= Araceli Saucedo Reyes =

Mexican politician

Araceli Saucedo Reyes (born 8 January 1980) is a Mexican politician who has served in both chambers of Congress. Previously affiliated with the Party of the Democratic Revolution (PRD), she joined the ranks of the National Regeneration Movement (Morena) in the Senate on 28 August 2024.

==Career==
Saucedo Reyes was born in Opopeo, Michoacán, in 1980. She holds a bachelor's degree in law and social science from the Universidad Michoacana de San Nicolás de Hidalgo and studied for a master's in public administration and e-government at the Virtual University of the State of Michoacán.

In the 2012 general election she was elected to the Chamber of Deputies on the PRD ticket as the alternate of Antonio García Conejo in Michoacán's 11th district; however, she never occupied the seat. In the 2015 mid-terms she was elected to Congress in her own right for that seat on behalf of the PRD. She also served a term in the Congress of Michoacán from 2018 to 2021 and was the municipal president of Salvador Escalante, Michoacán, in 2021 to 2024. She was the general secretary of the PRD in Michoacán in 2020 and had contended for the position of the party's national general secretary in 2014.

In the 2024 general election she contended for one of Michoacán's Senate seats representing the Fuerza y Corazón por México coalition between the PRD, the Institutional Revolutionary Party (PRI) and the National Action Party (PAN). The coalition placed second in the state and Saucedo Reyes was awarded the state's third seat in the Senate.

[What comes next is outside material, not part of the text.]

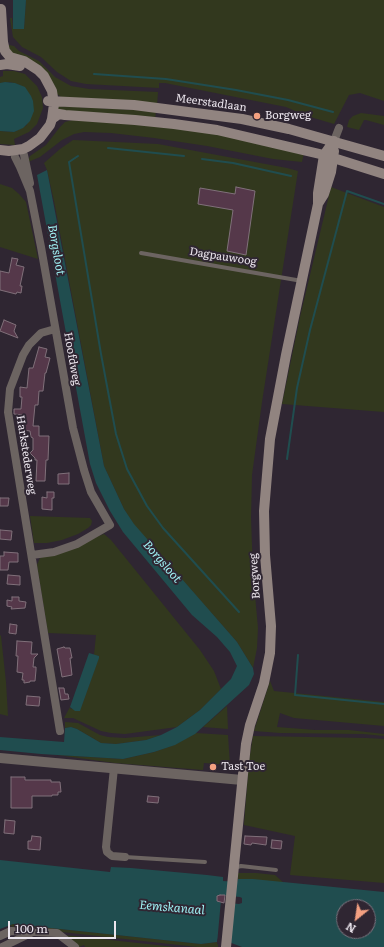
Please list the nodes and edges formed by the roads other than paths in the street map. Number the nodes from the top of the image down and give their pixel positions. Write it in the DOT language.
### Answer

Days before the 66th congressional session was about to begin, however, she and José Sabino Herrera Dagdug, senator-elect for Tabasco, announced their defection from the PRD to the ruling National Regeneration Movement (Morena) party. The move left Morena and its allies one seat short of controlling supermajorities in both chambers of Congress.

The defections were decried by PRD President Jesús Zambrano, who said they were a decisive step towards the death of democracy in Mexico.
Marko Cortés, the president of the National Action Party, noted that Saucedo had received more votes from the PAN than from the PRD and said that her name should be inscribed on the national wall of shame.